C5orf34 (chromosome 5 open reading frame 34) is a protein that in humans is encoded by the C5orf34 gene (5p12).[1][2]

C5orf34 is conserved in mammals, birds and reptiles with the most distant ancestor being the Burmese python, Python bivittatus. The C5orf34 protein contains two mammalian conserved domains: DUF 4520 and DUF 4524. The protein is also predicted to have a polo-box domain (PBD) of polo-like kinase 4 (plk4), which has predicted conservation in distant orthologs from the clade Aves.[3][4]

Gene

Human chromosomal position of C5orf34 gene on the short arm of chromosome 5.[5]

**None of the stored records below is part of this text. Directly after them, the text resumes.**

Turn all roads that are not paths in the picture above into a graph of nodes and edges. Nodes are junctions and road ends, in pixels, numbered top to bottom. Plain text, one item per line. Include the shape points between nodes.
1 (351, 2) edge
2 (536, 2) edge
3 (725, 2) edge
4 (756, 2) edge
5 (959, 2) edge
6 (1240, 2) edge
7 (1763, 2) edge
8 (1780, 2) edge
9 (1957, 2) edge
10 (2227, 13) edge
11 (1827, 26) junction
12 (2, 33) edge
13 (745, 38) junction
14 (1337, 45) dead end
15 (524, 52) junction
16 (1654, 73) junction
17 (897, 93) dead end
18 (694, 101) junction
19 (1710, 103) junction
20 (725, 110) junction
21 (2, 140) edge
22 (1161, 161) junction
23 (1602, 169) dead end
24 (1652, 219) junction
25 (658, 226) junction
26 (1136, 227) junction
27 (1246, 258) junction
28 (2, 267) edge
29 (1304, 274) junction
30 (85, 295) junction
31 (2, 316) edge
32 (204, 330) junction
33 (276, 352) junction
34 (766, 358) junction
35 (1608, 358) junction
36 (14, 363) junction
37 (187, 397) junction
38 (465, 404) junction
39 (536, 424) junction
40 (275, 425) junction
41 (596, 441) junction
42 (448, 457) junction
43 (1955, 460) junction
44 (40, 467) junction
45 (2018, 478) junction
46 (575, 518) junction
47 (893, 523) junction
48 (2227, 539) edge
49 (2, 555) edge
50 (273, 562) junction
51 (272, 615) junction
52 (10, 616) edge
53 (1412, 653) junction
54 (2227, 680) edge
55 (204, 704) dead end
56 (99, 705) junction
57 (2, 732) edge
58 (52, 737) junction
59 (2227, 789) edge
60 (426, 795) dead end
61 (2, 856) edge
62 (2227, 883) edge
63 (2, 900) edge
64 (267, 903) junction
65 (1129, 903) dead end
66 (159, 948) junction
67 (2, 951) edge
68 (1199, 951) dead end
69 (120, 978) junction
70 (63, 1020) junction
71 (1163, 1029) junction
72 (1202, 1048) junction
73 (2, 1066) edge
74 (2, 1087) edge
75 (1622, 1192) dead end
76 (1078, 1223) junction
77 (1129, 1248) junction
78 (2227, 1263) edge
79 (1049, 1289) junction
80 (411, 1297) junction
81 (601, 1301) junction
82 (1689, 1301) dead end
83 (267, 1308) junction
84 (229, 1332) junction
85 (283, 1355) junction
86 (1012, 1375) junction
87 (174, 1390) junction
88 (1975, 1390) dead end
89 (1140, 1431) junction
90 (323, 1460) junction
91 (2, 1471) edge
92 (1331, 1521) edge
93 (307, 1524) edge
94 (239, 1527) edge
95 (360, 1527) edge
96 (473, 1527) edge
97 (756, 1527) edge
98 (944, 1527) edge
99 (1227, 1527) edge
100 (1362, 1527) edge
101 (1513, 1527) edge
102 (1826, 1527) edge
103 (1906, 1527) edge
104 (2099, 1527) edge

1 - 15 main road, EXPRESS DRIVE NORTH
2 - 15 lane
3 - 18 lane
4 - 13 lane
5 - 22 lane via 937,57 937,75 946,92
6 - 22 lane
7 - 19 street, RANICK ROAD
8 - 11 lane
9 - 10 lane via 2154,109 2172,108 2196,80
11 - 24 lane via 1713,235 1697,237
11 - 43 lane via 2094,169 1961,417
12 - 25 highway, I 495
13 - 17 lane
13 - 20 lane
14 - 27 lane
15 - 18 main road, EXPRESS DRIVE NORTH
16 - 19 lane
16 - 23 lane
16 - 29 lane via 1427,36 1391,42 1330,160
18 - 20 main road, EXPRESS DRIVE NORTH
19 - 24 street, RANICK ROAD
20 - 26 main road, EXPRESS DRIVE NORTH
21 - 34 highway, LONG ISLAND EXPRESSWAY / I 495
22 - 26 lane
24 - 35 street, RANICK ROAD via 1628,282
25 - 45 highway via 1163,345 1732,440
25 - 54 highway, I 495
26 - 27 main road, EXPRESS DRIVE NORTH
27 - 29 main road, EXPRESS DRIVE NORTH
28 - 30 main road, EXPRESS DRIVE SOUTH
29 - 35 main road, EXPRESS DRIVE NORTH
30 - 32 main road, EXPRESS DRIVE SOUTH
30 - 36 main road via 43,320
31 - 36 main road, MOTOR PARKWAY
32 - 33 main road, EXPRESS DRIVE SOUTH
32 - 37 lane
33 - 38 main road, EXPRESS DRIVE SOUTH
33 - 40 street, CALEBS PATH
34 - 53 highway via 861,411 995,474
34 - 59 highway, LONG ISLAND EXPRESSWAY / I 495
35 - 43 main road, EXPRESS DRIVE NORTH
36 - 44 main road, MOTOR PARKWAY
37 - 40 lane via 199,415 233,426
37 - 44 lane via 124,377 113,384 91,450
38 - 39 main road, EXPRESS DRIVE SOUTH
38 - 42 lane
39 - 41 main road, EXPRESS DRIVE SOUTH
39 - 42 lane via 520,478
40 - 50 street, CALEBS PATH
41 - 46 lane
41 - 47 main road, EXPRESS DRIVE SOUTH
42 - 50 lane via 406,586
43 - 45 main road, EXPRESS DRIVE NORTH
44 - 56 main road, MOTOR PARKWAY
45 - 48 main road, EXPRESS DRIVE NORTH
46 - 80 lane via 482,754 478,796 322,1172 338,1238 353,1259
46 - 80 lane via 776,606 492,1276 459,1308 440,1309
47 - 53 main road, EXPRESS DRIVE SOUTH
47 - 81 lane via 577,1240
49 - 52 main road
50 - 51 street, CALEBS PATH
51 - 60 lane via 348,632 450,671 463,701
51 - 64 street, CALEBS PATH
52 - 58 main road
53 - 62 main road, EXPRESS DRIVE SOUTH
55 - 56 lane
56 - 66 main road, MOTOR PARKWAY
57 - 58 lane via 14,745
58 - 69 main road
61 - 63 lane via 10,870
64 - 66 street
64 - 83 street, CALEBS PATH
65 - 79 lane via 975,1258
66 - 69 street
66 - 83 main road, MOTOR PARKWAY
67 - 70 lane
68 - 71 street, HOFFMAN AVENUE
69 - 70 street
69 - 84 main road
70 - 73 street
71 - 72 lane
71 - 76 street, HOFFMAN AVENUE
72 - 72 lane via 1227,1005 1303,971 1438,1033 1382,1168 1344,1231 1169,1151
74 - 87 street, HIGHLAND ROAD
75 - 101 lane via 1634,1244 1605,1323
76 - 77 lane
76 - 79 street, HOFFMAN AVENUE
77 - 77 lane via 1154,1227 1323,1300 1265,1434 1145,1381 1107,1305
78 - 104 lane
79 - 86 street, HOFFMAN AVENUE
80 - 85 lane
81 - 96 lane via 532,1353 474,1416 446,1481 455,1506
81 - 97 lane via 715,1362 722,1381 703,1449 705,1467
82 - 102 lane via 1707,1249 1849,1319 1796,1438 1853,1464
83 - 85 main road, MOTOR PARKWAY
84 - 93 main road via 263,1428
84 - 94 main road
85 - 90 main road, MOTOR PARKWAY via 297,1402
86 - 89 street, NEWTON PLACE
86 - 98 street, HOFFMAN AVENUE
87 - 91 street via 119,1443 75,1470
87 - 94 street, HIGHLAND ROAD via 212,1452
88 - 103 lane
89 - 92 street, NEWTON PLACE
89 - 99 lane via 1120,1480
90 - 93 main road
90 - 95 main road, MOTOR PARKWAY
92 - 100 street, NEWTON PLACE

C5orf34 is located on the negative DNA strand of the short arm of chromosome 6 at locus 12. The gene is 28,744 base pairs long and spans from base pair 43,486,701 to base pair 43,515,445. The gene produces a single transcript of 2,540 base pairs long and encodes for 638 amino acids.[1][2][6]

Gene neighborhood

The gene PAIP1 is found on the negative strand just downstream of C5orf34 and is a member of the polyadenylate-binding family. PAIP1 extends from base pairs 43,526,267 to 43,557,419.[7] CCL28 is found downstream on the negative strand and extends from base pairs 43378052 to 43413837.[8]

Gene expression

There indication of multiple sources that suggest, in humans, C5orf34 protein is expressed non-ubiquitously in select tissues at low/moderate levels, with the most abundant expression in the tissues of the stomach, small intestine, testis, skeletal muscle and heart muscle.[9][10] A study of Rho kinase inhibitor effect on primary cell lines also showed that C5orf34 is expressed in dermal fibroblasts of normal human tissue samples.[11]

Promoter

The promoter region for C5orf34 is predicted to be between 43515079 and 43515773 and spans 695 base pairs.[12]

Protein

C5orf34 consists of 638 amino acids, has a weight of 72.7 kDa and an isoelectric point of 7.77 in humans.[1][13][14]

Function

Although the precise function of C5orf34 in humans remains unknown, there is evidentiary support based on structure that it is involved in kinase-related cellular functions.[15] In addition, C5orf34 is predicted to be nuclear, thus it has potential involvement in gene regulation and cell proliferation seeing as these are two primary signal transduction pathways involve nuclear kinase proteins.[16][17]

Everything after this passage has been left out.